Your instructions: With no addition or omission, return the entries below.
** Records to process follows **
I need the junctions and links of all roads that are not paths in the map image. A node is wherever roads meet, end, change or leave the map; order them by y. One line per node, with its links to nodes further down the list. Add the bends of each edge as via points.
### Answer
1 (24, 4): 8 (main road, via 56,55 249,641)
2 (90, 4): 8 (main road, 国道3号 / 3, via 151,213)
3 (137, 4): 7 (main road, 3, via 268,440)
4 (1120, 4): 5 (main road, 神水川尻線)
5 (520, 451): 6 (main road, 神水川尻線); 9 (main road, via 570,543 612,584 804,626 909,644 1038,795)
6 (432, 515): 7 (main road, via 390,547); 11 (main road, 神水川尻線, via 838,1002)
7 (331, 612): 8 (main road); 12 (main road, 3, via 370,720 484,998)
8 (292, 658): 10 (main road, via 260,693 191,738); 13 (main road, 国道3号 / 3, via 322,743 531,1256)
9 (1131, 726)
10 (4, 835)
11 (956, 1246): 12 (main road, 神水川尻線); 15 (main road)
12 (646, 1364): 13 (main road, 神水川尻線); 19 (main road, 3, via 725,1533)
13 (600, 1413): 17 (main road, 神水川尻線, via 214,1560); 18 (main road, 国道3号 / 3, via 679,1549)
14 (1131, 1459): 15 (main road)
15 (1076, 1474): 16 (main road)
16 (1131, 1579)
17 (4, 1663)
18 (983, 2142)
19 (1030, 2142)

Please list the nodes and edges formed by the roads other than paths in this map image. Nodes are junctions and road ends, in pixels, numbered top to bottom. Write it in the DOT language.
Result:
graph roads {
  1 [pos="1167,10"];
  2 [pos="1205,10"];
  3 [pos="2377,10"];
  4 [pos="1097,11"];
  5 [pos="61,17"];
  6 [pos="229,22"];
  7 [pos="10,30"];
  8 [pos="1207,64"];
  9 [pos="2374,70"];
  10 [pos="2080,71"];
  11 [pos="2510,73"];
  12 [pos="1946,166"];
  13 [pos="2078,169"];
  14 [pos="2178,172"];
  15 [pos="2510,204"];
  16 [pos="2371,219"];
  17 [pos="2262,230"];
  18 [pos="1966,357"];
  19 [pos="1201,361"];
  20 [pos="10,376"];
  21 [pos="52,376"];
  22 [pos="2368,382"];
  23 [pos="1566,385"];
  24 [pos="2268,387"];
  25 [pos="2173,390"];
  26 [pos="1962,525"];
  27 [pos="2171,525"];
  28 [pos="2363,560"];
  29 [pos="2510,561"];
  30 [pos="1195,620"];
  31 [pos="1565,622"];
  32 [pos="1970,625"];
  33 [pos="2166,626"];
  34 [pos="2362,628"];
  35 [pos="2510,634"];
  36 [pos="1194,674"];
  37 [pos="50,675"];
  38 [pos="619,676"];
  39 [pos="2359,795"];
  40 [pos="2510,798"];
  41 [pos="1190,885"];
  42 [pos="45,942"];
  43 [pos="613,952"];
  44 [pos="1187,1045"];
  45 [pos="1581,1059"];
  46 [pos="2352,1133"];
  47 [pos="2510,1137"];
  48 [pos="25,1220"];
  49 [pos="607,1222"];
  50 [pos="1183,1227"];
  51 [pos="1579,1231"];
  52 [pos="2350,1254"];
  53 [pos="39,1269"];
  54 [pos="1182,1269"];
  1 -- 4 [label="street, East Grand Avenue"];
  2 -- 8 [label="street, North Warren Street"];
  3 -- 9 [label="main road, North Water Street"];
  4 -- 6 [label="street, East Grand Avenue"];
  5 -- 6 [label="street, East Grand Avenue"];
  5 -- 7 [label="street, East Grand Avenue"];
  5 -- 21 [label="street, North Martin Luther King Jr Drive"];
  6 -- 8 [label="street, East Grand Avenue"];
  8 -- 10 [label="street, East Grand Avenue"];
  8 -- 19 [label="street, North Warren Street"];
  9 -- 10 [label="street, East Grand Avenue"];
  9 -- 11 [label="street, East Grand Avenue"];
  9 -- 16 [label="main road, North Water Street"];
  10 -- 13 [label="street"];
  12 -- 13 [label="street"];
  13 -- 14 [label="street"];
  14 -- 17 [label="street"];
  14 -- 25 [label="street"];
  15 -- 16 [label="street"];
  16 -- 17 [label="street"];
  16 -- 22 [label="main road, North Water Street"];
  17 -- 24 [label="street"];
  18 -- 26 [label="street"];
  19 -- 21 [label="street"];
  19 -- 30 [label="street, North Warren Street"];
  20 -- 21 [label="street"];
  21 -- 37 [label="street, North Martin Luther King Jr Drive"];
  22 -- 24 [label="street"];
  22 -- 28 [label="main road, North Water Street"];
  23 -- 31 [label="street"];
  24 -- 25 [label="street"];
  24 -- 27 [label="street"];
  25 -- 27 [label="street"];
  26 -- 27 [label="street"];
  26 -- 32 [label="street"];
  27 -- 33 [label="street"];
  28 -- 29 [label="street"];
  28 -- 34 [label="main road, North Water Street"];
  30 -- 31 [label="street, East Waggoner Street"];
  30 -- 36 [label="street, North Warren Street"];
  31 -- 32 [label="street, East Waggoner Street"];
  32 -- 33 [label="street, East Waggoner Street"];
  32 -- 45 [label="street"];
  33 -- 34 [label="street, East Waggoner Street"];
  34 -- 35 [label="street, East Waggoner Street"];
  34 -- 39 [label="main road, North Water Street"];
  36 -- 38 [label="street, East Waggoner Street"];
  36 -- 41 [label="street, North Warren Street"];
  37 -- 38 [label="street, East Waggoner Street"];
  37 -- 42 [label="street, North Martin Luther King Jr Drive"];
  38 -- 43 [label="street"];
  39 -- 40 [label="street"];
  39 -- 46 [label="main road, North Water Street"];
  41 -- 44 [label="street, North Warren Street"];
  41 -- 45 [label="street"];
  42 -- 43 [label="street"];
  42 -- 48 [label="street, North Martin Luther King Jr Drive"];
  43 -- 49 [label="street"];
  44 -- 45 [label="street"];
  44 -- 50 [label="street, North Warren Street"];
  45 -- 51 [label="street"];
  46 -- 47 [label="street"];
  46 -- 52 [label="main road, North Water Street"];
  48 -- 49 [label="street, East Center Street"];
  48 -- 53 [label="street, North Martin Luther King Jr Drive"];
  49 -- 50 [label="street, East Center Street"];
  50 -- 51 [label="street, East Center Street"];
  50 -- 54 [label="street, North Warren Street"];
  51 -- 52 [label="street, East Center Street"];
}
** End of Records to process **
Exercise solution:
I need the junctions and links of all roads that are not paths in the map image. A node is wherever roads meet, end, change or leave the map; order them by y. One line per node, with its links to nodes further down the list. Add the bends of each edge as via points.
### Answer
1 (24, 4): 8 (main road, via 56,55 249,641)
2 (90, 4): 8 (main road, 国道3号 / 3, via 151,213)
3 (137, 4): 7 (main road, 3, via 268,440)
4 (1120, 4): 5 (main road, 神水川尻線)
5 (520, 451): 6 (main road, 神水川尻線); 9 (main road, via 570,543 612,584 804,626 909,644 1038,795)
6 (432, 515): 7 (main road, via 390,547); 11 (main road, 神水川尻線, via 838,1002)
7 (331, 612): 8 (main road); 12 (main road, 3, via 370,720 484,998)
8 (292, 658): 10 (main road, via 260,693 191,738); 13 (main road, 国道3号 / 3, via 322,743 531,1256)
9 (1131, 726)
10 (4, 835)
11 (956, 1246): 12 (main road, 神水川尻線); 15 (main road)
12 (646, 1364): 13 (main road, 神水川尻線); 19 (main road, 3, via 725,1533)
13 (600, 1413): 17 (main road, 神水川尻線, via 214,1560); 18 (main road, 国道3号 / 3, via 679,1549)
14 (1131, 1459): 15 (main road)
15 (1076, 1474): 16 (main road)
16 (1131, 1579)
17 (4, 1663)
18 (983, 2142)
19 (1030, 2142)

Please list the nodes and edges formed by the roads other than paths in this map image. Nodes are junctions and road ends, in pixels, numbered top to bottom. Write it in the DOT language.
Result:
graph roads {
  1 [pos="1167,10"];
  2 [pos="1205,10"];
  3 [pos="2377,10"];
  4 [pos="1097,11"];
  5 [pos="61,17"];
  6 [pos="229,22"];
  7 [pos="10,30"];
  8 [pos="1207,64"];
  9 [pos="2374,70"];
  10 [pos="2080,71"];
  11 [pos="2510,73"];
  12 [pos="1946,166"];
  13 [pos="2078,169"];
  14 [pos="2178,172"];
  15 [pos="2510,204"];
  16 [pos="2371,219"];
  17 [pos="2262,230"];
  18 [pos="1966,357"];
  19 [pos="1201,361"];
  20 [pos="10,376"];
  21 [pos="52,376"];
  22 [pos="2368,382"];
  23 [pos="1566,385"];
  24 [pos="2268,387"];
  25 [pos="2173,390"];
  26 [pos="1962,525"];
  27 [pos="2171,525"];
  28 [pos="2363,560"];
  29 [pos="2510,561"];
  30 [pos="1195,620"];
  31 [pos="1565,622"];
  32 [pos="1970,625"];
  33 [pos="2166,626"];
  34 [pos="2362,628"];
  35 [pos="2510,634"];
  36 [pos="1194,674"];
  37 [pos="50,675"];
  38 [pos="619,676"];
  39 [pos="2359,795"];
  40 [pos="2510,798"];
  41 [pos="1190,885"];
  42 [pos="45,942"];
  43 [pos="613,952"];
  44 [pos="1187,1045"];
  45 [pos="1581,1059"];
  46 [pos="2352,1133"];
  47 [pos="2510,1137"];
  48 [pos="25,1220"];
  49 [pos="607,1222"];
  50 [pos="1183,1227"];
  51 [pos="1579,1231"];
  52 [pos="2350,1254"];
  53 [pos="39,1269"];
  54 [pos="1182,1269"];
  1 -- 4 [label="street, East Grand Avenue"];
  2 -- 8 [label="street, North Warren Street"];
  3 -- 9 [label="main road, North Water Street"];
  4 -- 6 [label="street, East Grand Avenue"];
  5 -- 6 [label="street, East Grand Avenue"];
  5 -- 7 [label="street, East Grand Avenue"];
  5 -- 21 [label="street, North Martin Luther King Jr Drive"];
  6 -- 8 [label="street, East Grand Avenue"];
  8 -- 10 [label="street, East Grand Avenue"];
  8 -- 19 [label="street, North Warren Street"];
  9 -- 10 [label="street, East Grand Avenue"];
  9 -- 11 [label="street, East Grand Avenue"];
  9 -- 16 [label="main road, North Water Street"];
  10 -- 13 [label="street"];
  12 -- 13 [label="street"];
  13 -- 14 [label="street"];
  14 -- 17 [label="street"];
  14 -- 25 [label="street"];
  15 -- 16 [label="street"];
  16 -- 17 [label="street"];
  16 -- 22 [label="main road, North Water Street"];
  17 -- 24 [label="street"];
  18 -- 26 [label="street"];
  19 -- 21 [label="street"];
  19 -- 30 [label="street, North Warren Street"];
  20 -- 21 [label="street"];
  21 -- 37 [label="street, North Martin Luther King Jr Drive"];
  22 -- 24 [label="street"];
  22 -- 28 [label="main road, North Water Street"];
  23 -- 31 [label="street"];
  24 -- 25 [label="street"];
  24 -- 27 [label="street"];
  25 -- 27 [label="street"];
  26 -- 27 [label="street"];
  26 -- 32 [label="street"];
  27 -- 33 [label="street"];
  28 -- 29 [label="street"];
  28 -- 34 [label="main road, North Water Street"];
  30 -- 31 [label="street, East Waggoner Street"];
  30 -- 36 [label="street, North Warren Street"];
  31 -- 32 [label="street, East Waggoner Street"];
  32 -- 33 [label="street, East Waggoner Street"];
  32 -- 45 [label="street"];
  33 -- 34 [label="street, East Waggoner Street"];
  34 -- 35 [label="street, East Waggoner Street"];
  34 -- 39 [label="main road, North Water Street"];
  36 -- 38 [label="street, East Waggoner Street"];
  36 -- 41 [label="street, North Warren Street"];
  37 -- 38 [label="street, East Waggoner Street"];
  37 -- 42 [label="street, North Martin Luther King Jr Drive"];
  38 -- 43 [label="street"];
  39 -- 40 [label="street"];
  39 -- 46 [label="main road, North Water Street"];
  41 -- 44 [label="street, North Warren Street"];
  41 -- 45 [label="street"];
  42 -- 43 [label="street"];
  42 -- 48 [label="street, North Martin Luther King Jr Drive"];
  43 -- 49 [label="street"];
  44 -- 45 [label="street"];
  44 -- 50 [label="street, North Warren Street"];
  45 -- 51 [label="street"];
  46 -- 47 [label="street"];
  46 -- 52 [label="main road, North Water Street"];
  48 -- 49 [label="street, East Center Street"];
  48 -- 53 [label="street, North Martin Luther King Jr Drive"];
  49 -- 50 [label="street, East Center Street"];
  50 -- 51 [label="street, East Center Street"];
  50 -- 54 [label="street, North Warren Street"];
  51 -- 52 [label="street, East Center Street"];
}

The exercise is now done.